===== SOURCE DATA

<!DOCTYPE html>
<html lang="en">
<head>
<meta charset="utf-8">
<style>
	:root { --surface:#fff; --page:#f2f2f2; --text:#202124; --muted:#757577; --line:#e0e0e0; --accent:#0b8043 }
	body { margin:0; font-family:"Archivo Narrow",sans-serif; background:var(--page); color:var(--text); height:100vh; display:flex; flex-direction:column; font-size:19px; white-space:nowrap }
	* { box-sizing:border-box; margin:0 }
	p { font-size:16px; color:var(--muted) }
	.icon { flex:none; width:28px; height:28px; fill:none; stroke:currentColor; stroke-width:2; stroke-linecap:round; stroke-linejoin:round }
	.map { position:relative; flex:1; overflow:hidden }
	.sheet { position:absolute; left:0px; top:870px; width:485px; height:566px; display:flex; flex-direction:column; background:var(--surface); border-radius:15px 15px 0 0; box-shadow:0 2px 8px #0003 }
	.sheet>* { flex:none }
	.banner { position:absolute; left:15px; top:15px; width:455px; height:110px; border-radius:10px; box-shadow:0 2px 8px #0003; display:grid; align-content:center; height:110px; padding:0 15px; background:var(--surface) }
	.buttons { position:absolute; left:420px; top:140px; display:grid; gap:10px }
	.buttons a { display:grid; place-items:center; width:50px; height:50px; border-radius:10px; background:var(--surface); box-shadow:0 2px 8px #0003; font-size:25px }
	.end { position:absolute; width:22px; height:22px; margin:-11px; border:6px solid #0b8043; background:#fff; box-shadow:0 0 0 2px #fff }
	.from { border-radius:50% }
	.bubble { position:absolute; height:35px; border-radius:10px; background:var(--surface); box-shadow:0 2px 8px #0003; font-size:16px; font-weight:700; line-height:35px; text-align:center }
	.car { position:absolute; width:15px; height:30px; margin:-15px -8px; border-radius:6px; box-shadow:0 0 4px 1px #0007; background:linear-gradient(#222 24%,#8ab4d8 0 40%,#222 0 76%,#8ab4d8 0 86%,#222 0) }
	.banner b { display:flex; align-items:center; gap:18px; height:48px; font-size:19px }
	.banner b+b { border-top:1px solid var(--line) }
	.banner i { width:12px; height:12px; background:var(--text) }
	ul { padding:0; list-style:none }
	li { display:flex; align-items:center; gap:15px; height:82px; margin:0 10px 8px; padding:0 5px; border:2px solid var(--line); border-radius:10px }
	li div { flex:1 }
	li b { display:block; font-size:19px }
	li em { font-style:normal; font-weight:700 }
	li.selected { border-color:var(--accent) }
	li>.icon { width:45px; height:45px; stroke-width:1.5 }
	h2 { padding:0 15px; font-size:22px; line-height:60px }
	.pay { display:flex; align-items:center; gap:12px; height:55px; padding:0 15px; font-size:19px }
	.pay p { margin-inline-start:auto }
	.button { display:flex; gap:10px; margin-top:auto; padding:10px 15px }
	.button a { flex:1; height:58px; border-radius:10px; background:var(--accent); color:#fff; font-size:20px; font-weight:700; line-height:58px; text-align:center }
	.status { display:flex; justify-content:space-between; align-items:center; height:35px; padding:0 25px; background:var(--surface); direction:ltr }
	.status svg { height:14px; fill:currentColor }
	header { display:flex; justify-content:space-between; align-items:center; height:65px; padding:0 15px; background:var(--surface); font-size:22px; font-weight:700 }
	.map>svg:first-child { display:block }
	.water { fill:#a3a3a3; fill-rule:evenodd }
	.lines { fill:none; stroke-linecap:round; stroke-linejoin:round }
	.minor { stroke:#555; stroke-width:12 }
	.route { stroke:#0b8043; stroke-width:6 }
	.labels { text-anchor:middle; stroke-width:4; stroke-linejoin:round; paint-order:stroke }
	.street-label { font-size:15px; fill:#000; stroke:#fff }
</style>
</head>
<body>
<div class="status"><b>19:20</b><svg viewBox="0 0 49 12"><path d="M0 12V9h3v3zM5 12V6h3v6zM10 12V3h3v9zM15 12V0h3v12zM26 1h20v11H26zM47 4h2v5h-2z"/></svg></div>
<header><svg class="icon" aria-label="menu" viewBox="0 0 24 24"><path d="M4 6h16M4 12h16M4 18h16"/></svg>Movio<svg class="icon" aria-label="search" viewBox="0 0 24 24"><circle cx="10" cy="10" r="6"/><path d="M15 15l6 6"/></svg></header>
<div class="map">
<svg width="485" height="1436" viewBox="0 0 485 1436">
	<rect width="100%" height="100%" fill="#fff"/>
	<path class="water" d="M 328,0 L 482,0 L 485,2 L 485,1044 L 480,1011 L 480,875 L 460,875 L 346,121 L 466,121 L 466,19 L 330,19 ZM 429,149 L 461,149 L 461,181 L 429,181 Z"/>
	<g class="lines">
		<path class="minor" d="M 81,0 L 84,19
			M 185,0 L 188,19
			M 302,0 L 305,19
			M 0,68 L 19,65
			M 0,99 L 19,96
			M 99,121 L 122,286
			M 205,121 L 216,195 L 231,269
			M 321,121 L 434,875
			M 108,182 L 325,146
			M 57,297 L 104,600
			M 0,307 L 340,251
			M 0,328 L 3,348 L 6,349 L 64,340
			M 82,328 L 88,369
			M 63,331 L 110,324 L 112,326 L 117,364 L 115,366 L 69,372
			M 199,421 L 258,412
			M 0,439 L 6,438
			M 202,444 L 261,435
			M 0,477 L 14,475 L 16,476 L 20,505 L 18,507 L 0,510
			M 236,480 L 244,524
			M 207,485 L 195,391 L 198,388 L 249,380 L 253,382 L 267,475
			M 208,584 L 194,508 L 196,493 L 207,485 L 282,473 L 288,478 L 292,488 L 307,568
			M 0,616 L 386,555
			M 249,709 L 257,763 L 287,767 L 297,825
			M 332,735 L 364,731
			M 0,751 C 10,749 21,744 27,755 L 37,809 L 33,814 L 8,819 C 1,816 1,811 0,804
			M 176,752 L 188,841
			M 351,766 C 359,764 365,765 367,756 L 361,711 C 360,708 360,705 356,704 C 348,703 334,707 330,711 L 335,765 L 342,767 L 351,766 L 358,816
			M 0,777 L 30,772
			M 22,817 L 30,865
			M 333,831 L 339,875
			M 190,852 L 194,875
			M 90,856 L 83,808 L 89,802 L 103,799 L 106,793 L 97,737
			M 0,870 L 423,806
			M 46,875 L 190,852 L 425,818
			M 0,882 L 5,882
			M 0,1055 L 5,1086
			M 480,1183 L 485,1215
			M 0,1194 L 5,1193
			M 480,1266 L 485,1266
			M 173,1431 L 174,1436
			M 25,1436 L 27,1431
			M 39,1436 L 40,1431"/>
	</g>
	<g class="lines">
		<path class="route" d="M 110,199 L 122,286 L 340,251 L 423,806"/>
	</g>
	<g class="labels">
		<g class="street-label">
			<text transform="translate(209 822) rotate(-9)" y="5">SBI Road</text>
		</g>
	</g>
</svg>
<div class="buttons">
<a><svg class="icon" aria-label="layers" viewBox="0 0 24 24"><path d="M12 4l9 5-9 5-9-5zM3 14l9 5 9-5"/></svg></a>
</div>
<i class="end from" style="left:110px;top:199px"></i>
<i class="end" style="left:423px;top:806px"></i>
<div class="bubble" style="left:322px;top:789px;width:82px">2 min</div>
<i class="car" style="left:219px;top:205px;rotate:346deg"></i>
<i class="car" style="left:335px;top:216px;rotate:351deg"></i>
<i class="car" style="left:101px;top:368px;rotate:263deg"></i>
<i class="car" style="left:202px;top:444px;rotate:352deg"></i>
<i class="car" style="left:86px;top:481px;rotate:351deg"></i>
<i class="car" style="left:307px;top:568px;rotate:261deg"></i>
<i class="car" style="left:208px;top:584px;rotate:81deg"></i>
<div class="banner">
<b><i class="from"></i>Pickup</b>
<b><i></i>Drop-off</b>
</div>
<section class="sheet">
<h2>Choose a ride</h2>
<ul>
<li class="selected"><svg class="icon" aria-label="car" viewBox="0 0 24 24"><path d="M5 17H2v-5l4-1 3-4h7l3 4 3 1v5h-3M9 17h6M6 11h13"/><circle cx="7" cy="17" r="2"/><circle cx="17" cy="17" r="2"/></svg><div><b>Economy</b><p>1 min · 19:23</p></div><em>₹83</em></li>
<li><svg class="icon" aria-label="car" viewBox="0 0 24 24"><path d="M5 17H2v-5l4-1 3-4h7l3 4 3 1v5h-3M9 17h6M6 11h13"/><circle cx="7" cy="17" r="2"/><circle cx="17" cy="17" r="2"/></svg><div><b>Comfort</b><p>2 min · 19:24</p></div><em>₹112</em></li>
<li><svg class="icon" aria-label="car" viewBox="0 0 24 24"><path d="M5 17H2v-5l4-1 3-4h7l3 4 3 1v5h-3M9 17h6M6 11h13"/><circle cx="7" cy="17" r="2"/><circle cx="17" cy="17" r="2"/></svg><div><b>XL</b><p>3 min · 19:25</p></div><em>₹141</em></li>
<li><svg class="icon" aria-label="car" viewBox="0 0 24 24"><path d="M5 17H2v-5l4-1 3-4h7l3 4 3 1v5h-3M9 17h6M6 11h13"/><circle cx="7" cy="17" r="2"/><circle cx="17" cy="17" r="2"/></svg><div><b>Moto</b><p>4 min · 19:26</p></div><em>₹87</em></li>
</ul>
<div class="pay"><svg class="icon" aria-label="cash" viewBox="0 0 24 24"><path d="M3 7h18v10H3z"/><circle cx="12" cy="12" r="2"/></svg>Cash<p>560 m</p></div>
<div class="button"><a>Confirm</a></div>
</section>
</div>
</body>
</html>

==========
===== SOURCE DATA

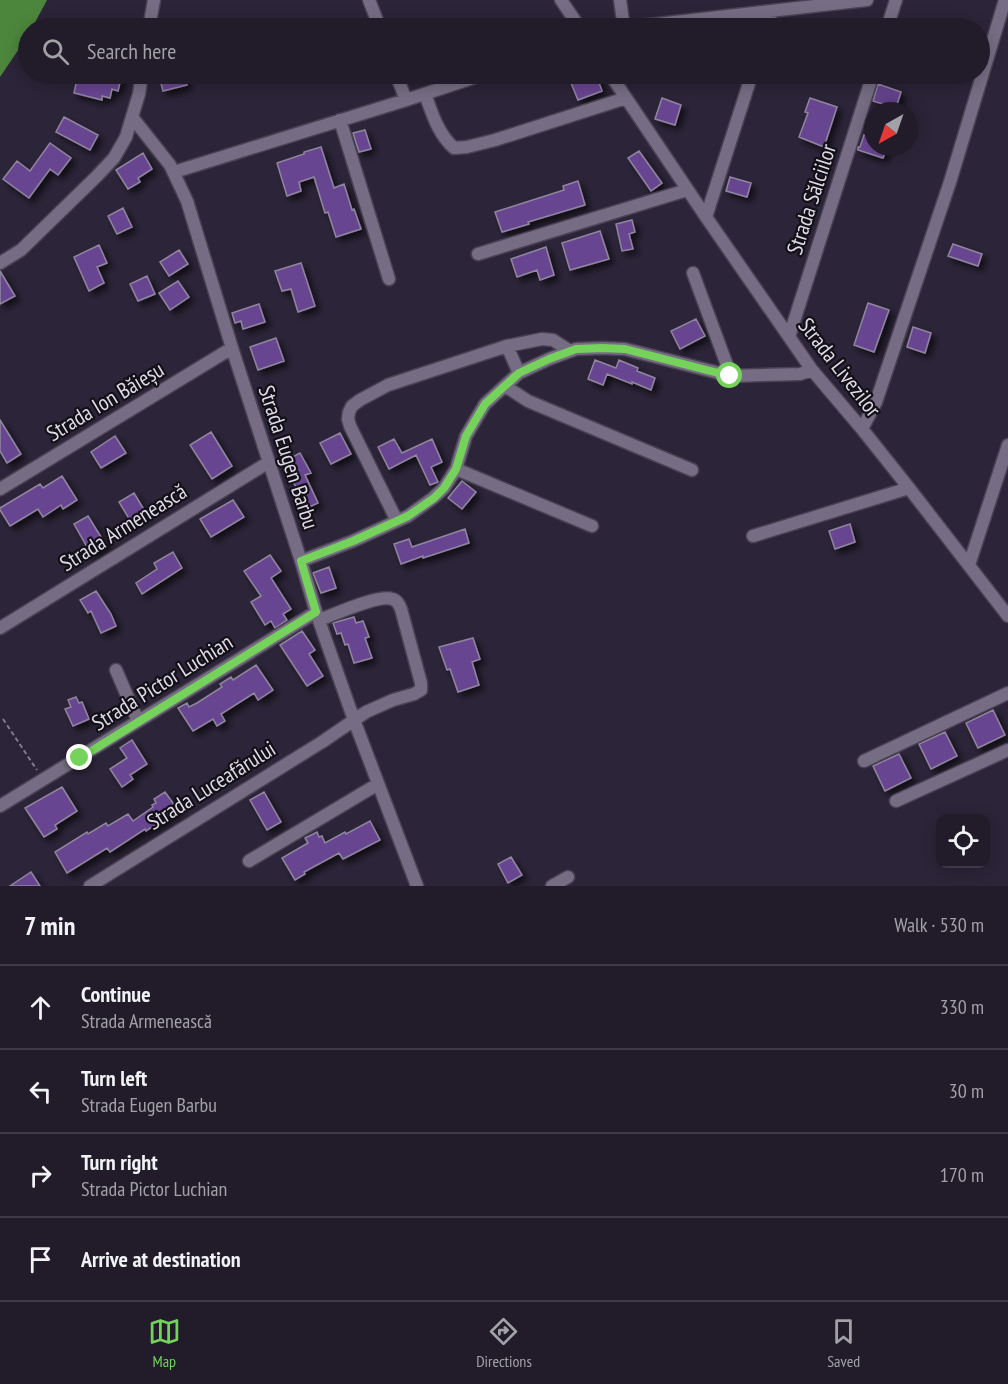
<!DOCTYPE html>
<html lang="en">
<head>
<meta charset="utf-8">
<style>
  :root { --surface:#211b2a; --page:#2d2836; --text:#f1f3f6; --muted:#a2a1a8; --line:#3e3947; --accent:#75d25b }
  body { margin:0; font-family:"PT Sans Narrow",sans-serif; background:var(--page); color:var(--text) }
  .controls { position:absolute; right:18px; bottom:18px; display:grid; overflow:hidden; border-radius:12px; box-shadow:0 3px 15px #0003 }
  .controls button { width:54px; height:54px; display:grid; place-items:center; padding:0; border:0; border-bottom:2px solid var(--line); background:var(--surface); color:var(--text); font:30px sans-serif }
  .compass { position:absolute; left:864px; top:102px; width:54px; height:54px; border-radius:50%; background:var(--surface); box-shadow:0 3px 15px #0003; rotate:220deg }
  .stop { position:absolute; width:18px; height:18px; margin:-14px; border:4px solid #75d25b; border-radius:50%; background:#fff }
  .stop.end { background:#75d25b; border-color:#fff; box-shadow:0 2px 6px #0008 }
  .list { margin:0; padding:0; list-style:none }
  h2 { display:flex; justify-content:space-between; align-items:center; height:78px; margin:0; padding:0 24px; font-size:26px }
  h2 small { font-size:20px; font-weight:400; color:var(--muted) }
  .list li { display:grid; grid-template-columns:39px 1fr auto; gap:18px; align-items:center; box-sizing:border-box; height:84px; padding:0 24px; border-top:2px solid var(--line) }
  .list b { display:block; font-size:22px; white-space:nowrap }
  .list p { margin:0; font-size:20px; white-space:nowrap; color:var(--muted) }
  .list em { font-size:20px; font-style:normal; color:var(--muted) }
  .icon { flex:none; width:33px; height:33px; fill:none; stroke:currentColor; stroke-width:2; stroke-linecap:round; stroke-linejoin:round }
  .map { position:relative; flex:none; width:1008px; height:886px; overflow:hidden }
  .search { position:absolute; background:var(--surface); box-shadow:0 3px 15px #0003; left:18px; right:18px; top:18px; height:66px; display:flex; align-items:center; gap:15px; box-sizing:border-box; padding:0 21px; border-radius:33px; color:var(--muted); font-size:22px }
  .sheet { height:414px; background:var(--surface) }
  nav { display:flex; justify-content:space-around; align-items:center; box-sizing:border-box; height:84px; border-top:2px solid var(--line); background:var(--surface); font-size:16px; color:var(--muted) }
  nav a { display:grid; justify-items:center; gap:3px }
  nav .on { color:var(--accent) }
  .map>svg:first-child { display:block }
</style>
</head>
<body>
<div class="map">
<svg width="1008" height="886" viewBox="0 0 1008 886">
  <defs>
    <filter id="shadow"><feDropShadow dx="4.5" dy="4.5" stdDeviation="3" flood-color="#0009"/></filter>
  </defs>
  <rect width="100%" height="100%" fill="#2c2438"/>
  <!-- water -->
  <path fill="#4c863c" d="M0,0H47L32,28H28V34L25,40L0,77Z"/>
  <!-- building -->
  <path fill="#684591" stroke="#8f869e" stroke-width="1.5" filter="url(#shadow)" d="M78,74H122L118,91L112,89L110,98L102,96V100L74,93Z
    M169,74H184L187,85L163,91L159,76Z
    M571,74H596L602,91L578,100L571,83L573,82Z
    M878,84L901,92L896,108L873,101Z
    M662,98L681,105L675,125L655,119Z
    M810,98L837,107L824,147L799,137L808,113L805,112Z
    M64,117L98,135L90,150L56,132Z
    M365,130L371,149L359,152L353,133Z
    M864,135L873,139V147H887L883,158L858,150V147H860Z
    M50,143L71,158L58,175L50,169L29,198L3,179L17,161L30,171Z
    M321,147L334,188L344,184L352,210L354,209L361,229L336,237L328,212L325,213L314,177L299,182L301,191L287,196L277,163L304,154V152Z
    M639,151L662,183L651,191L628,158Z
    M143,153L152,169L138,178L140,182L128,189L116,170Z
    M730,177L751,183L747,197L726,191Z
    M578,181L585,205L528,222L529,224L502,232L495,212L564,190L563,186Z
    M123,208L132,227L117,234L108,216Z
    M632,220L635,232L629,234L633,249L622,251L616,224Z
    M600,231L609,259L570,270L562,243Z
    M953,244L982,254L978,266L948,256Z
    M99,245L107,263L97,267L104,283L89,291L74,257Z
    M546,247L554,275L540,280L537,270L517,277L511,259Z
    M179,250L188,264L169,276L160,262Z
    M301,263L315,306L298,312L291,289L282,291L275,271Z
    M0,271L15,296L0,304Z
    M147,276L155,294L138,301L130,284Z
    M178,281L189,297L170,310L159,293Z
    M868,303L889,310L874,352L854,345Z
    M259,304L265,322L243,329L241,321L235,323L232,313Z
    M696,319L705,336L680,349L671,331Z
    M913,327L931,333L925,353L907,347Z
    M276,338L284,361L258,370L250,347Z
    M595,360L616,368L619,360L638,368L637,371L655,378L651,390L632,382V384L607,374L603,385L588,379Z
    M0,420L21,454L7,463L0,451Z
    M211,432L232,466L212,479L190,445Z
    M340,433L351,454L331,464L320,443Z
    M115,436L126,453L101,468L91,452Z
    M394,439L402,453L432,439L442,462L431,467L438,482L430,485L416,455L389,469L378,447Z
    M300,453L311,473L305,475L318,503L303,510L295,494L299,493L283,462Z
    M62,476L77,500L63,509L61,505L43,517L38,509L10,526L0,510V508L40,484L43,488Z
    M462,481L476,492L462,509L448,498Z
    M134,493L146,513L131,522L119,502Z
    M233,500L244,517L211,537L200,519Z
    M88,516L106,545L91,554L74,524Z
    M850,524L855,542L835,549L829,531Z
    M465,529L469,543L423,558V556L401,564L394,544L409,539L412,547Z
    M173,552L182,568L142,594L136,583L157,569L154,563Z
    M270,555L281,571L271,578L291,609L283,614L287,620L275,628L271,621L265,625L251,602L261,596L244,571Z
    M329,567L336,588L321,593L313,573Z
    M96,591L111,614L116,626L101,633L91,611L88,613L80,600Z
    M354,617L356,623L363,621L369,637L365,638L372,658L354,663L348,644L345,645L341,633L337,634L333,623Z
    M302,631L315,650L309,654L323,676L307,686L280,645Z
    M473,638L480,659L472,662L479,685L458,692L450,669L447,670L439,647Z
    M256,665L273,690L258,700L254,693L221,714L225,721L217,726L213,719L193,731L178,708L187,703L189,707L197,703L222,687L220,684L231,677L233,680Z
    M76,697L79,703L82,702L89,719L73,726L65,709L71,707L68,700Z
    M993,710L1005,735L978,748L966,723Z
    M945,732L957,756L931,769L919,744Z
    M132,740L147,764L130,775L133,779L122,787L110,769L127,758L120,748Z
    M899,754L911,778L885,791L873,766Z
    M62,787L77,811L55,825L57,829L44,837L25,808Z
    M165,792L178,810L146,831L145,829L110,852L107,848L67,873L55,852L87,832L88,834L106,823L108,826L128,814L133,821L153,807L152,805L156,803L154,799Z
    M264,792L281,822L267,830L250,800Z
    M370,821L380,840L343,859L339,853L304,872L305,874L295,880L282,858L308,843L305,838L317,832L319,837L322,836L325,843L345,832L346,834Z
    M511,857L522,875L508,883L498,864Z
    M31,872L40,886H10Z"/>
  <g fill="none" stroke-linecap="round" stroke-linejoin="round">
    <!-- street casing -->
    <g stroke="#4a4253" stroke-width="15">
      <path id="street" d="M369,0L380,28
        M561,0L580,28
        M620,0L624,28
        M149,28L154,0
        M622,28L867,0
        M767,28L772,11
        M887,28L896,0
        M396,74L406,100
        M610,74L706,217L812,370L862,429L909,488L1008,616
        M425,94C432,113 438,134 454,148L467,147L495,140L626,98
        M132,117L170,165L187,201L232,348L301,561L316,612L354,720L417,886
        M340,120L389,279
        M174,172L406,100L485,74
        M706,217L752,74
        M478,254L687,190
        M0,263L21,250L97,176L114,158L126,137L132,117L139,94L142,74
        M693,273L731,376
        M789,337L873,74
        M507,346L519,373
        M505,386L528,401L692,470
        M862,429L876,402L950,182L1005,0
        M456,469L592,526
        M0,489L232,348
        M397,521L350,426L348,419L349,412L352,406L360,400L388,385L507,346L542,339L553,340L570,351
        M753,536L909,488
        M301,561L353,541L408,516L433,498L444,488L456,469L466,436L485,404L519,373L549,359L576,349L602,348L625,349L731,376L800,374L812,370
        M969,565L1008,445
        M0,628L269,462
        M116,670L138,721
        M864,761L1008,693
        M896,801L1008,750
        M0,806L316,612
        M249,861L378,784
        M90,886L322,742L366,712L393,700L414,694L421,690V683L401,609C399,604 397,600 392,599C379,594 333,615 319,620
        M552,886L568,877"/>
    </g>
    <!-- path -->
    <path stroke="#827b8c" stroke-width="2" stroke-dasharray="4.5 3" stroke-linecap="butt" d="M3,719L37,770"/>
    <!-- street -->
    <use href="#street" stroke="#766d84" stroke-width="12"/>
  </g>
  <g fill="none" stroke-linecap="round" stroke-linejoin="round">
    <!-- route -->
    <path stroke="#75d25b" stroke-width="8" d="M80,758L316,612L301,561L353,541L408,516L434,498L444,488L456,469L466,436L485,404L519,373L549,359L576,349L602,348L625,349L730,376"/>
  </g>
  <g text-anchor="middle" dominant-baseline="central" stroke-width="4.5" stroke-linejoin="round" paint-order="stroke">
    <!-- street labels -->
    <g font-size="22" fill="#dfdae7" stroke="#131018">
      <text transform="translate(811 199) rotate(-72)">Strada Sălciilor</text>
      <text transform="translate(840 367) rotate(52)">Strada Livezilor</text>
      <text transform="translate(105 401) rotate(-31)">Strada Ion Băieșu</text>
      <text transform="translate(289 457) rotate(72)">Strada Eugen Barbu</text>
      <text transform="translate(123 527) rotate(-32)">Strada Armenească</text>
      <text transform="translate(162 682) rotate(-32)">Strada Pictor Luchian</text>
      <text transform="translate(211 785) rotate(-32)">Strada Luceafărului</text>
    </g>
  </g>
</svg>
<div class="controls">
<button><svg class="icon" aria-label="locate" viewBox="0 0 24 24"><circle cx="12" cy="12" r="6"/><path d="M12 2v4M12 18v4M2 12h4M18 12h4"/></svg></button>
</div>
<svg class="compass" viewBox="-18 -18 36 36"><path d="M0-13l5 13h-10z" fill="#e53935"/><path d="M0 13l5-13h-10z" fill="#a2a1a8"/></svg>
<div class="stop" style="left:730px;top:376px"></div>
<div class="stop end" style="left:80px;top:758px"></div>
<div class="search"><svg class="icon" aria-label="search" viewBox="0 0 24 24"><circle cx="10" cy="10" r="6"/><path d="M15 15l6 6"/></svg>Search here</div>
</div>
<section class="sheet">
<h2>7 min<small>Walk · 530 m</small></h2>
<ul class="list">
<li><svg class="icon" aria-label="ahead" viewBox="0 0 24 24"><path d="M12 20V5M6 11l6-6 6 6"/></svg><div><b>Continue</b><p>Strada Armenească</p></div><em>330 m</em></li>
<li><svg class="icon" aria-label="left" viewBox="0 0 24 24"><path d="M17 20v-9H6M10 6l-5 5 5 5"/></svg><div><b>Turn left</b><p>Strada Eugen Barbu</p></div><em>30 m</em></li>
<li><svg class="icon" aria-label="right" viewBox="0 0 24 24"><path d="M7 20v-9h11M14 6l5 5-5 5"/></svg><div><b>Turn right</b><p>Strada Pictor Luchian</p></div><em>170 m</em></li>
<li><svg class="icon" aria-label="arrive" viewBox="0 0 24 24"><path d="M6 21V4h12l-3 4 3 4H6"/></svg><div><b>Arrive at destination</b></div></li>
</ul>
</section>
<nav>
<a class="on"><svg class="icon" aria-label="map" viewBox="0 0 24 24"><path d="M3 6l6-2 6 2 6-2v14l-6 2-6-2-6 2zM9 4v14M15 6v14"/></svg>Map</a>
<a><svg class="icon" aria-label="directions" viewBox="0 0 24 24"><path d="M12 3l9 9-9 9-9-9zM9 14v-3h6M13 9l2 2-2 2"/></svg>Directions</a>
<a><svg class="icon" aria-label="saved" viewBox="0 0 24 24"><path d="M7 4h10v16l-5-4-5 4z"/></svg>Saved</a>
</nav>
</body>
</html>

==========

If a line in the records above holds the string "list", copy it out.

> **THE COMPLETED TASK**
	ul { padding:0; list-style:none }
  .list { margin:0; padding:0; list-style:none }
  .list li { display:grid; grid-template-columns:39px 1fr auto; gap:18px; align-items:center; box-sizing:border-box; height:84px; padding:0 24px; border-top:2px solid var(--line) }
  .list b { display:block; font-size:22px; white-space:nowrap }
  .list p { margin:0; font-size:20px; white-space:nowrap; color:var(--muted) }
  .list em { font-size:20px; font-style:normal; color:var(--muted) }
<ul class="list">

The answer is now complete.